ASSIGNMENT: Please write out, exactly as given, every line of the entries below up to and including the line with "Turn all roads".

(Records excerpted from a collection)
-----

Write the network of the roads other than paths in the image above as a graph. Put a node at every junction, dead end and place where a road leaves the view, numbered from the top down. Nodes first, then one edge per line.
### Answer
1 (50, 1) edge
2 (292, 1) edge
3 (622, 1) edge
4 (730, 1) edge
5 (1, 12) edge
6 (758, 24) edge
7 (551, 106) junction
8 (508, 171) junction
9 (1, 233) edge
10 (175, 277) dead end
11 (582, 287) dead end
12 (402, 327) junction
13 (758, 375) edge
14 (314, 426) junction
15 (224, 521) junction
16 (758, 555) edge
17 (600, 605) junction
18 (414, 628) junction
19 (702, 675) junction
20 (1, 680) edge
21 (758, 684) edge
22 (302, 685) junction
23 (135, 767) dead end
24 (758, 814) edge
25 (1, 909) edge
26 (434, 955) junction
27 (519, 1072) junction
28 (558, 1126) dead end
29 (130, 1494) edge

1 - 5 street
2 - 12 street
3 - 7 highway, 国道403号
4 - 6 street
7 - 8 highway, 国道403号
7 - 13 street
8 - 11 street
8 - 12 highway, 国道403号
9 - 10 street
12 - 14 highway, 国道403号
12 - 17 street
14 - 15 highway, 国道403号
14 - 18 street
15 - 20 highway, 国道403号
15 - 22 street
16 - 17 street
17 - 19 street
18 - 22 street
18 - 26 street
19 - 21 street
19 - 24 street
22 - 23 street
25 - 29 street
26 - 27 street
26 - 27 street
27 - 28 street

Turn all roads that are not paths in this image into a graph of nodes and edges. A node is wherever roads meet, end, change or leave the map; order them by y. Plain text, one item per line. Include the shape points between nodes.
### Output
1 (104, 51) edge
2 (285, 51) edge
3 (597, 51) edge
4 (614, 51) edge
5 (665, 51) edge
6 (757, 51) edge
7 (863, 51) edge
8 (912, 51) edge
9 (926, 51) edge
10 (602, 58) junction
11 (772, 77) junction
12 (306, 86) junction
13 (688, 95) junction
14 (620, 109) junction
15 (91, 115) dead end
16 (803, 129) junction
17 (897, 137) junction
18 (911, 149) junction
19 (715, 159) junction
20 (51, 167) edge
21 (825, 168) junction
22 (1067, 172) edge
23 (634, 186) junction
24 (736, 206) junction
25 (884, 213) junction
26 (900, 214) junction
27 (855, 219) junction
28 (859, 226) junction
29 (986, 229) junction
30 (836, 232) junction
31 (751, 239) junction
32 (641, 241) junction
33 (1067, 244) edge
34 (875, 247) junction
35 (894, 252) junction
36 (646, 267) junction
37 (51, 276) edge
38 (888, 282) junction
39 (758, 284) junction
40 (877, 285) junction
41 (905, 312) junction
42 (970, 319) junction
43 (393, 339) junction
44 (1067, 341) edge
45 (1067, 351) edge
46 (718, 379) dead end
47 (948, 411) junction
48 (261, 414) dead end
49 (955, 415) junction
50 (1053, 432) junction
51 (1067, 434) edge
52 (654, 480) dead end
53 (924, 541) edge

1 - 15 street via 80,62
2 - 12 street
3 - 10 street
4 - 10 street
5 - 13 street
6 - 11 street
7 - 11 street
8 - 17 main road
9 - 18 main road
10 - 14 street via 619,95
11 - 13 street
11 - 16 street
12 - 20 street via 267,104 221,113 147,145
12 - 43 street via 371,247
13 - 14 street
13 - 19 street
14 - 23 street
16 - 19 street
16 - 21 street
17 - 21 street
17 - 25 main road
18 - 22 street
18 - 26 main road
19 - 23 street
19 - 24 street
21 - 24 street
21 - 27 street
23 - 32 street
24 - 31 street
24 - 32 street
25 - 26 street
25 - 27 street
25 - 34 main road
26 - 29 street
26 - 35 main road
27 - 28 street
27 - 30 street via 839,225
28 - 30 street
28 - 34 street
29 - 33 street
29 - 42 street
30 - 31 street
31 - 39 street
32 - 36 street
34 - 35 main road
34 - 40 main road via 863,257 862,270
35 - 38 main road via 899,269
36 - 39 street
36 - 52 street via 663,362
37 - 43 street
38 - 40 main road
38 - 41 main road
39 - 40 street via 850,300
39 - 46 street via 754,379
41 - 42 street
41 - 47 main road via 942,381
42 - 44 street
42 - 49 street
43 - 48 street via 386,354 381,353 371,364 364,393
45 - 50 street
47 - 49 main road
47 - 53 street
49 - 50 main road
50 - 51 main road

-----

EXERCISE OUTPUT:
Write the network of the roads other than paths in the image above as a graph. Put a node at every junction, dead end and place where a road leaves the view, numbered from the top down. Nodes first, then one edge per line.
### Answer
1 (50, 1) edge
2 (292, 1) edge
3 (622, 1) edge
4 (730, 1) edge
5 (1, 12) edge
6 (758, 24) edge
7 (551, 106) junction
8 (508, 171) junction
9 (1, 233) edge
10 (175, 277) dead end
11 (582, 287) dead end
12 (402, 327) junction
13 (758, 375) edge
14 (314, 426) junction
15 (224, 521) junction
16 (758, 555) edge
17 (600, 605) junction
18 (414, 628) junction
19 (702, 675) junction
20 (1, 680) edge
21 (758, 684) edge
22 (302, 685) junction
23 (135, 767) dead end
24 (758, 814) edge
25 (1, 909) edge
26 (434, 955) junction
27 (519, 1072) junction
28 (558, 1126) dead end
29 (130, 1494) edge

1 - 5 street
2 - 12 street
3 - 7 highway, 国道403号
4 - 6 street
7 - 8 highway, 国道403号
7 - 13 street
8 - 11 street
8 - 12 highway, 国道403号
9 - 10 street
12 - 14 highway, 国道403号
12 - 17 street
14 - 15 highway, 国道403号
14 - 18 street
15 - 20 highway, 国道403号
15 - 22 street
16 - 17 street
17 - 19 street
18 - 22 street
18 - 26 street
19 - 21 street
19 - 24 street
22 - 23 street
25 - 29 street
26 - 27 street
26 - 27 street
27 - 28 street

Turn all roads that are not paths in this image into a graph of nodes and edges. A node is wherever roads meet, end, change or leave the map; order them by y. Plain text, one item per line. Include the shape points between nodes.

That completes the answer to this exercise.